[Stored data]
====================

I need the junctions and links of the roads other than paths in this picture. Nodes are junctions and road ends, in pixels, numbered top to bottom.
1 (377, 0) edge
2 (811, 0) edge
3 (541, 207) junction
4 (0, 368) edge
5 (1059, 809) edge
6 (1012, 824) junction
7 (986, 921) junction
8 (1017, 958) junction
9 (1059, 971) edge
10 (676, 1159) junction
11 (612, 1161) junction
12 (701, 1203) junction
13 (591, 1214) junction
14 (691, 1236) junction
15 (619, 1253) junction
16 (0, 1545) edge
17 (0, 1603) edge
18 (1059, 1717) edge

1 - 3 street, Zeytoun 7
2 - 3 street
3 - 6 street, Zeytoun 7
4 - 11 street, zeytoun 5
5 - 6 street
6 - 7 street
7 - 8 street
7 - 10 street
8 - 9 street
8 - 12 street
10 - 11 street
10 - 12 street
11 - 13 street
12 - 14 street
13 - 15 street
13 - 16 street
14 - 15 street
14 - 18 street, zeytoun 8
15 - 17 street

====================

WHAT YOU ARE ASKED TO DO: Take the records above and return them exactly as written.

SOLUTION FOR THIS TASK:
I need the junctions and links of the roads other than paths in this picture. Nodes are junctions and road ends, in pixels, numbered top to bottom.
1 (377, 0) edge
2 (811, 0) edge
3 (541, 207) junction
4 (0, 368) edge
5 (1059, 809) edge
6 (1012, 824) junction
7 (986, 921) junction
8 (1017, 958) junction
9 (1059, 971) edge
10 (676, 1159) junction
11 (612, 1161) junction
12 (701, 1203) junction
13 (591, 1214) junction
14 (691, 1236) junction
15 (619, 1253) junction
16 (0, 1545) edge
17 (0, 1603) edge
18 (1059, 1717) edge

1 - 3 street, Zeytoun 7
2 - 3 street
3 - 6 street, Zeytoun 7
4 - 11 street, zeytoun 5
5 - 6 street
6 - 7 street
7 - 8 street
7 - 10 street
8 - 9 street
8 - 12 street
10 - 11 street
10 - 12 street
11 - 13 street
12 - 14 street
13 - 15 street
13 - 16 street
14 - 15 street
14 - 18 street, zeytoun 8
15 - 17 street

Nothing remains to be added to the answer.